The post does a good job explaining the effective monopoly system at play that prevents real competition to provide any pressure to improve or maintain the prior quality.
It's an X*N*N problem: n_videos, bitrates, formats.
Assuming each video in its largest bitrate is... 2gb for example, and assuming S3 is $0.025/gb, that's a nickle per month or let's say $0.50/yr for that video.
Next up is reduced bitrates, assume you go from 2gb to 1gb and finally 500mb. Round up and you're at $1/video.
Now duplicate it to AV1 and MP4, and multiply that by English, French, and Spanish (oh, and let's say Japanese and Chinese too for good measure).

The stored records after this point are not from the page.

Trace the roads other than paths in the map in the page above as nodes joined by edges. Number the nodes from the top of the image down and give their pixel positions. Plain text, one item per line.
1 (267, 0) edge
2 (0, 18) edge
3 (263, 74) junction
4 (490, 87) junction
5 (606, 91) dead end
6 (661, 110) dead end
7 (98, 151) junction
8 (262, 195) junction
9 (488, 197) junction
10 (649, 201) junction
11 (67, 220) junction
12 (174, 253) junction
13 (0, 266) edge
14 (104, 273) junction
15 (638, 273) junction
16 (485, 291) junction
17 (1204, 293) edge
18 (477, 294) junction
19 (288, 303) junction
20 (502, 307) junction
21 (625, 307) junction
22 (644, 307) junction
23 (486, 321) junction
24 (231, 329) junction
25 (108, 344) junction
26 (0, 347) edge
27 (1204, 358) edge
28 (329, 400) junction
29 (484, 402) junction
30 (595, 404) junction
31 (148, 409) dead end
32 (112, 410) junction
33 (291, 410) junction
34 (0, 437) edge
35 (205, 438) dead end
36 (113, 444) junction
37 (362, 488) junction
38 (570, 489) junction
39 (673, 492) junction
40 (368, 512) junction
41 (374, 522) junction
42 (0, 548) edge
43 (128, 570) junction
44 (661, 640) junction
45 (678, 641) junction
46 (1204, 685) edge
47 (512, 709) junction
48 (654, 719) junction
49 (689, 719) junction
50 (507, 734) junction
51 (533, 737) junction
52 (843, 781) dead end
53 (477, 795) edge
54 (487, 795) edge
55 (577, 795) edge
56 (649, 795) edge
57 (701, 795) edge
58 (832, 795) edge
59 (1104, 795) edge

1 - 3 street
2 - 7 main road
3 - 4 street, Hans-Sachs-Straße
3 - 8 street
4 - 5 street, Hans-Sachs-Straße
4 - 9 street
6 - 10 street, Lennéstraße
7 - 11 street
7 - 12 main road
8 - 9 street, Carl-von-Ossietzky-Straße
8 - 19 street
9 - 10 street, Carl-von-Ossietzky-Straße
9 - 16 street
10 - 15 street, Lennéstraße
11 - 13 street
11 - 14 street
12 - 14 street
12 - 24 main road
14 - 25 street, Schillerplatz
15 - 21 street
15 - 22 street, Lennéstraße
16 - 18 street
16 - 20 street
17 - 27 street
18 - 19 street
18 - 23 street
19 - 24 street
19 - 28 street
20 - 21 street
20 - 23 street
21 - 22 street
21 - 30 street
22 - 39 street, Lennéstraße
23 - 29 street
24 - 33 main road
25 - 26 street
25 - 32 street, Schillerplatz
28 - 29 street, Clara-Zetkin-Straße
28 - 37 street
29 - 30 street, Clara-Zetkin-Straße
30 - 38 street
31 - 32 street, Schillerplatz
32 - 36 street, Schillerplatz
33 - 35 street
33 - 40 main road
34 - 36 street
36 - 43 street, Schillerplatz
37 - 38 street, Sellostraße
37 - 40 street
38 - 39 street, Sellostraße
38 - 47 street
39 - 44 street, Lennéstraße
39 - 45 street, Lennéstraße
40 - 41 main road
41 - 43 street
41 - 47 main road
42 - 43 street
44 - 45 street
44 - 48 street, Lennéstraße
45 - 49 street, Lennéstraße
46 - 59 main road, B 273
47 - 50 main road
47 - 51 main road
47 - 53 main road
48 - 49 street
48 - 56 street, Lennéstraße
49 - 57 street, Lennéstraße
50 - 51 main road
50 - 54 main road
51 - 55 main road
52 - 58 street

So a single 2gb video goes from $1/yr to $10/yr, and you're not doing "the dumb simple thing" for subtitles which would basically 4x your cost over "commodity subtitling services".
Or "simplify, simplify simplify", you reduce costs (cha-ching!), and become compatible for syndication or redistribution (cha-ching!)

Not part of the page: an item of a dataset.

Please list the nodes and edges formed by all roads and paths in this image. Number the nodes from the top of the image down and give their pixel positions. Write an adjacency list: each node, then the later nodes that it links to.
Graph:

... and they would have gotten away with it too if it weren't for those meddling kids!
S3 is >100x more expensive than hosting it yourself. You shouldn't argue about things being expensive using cloud prices.
Except ASS streams really aren't that big and don't have to be stored with each encode. They can just be in a separate file. And this is how cr used to serve them. Before they used hardware drm you could just download all of the separate sub tracks.
You don't need to multiply anything here, except the number of sub streams. One is ass, the other the primitive standards Netflix and other surges use.
Someone else was saying they maintained burn-in subs for devices that didn't handle ASS renderers. Even without accounting for the burn-in versions, using non-standard subs still bumps them off of commodity subtitling services and limits distribution/syndication.
Edit: and to the peer comment regarding S3 vs self host: regardless of 10x cloud cost, it's still 10x volume. Where 1TB local would do, now you need 10TB (10x the cost).
The labor of ass to ttml is there yeah. But the the factors are n_videos * languages * 2 Formats. And considering these are pretty compressible text(34MB->4MB for a completely bonkers sub track that includes animations, animated fonts and otherwise transformed text). I can't imagine that hosting costs cost more than their analysis.
Lots of old CR content was fan subs which may or may not have followed any kind of "best practices". It was also a reason that CR struggled with legitimacy with the studios in the early days. They tried to remove content once a US company licensed a show as way to show they weren't pirates, but the friction was always there.
Without knowing for sure, a conceivable strategy would be making it so that users who don't know that "good subs" can exist more readily accept "bad subs" as the standard. Same playbook as Google lobotomizing search and the index that search can access because that traditional search product is more efficacious than Gemini, which Google is trying to push on users.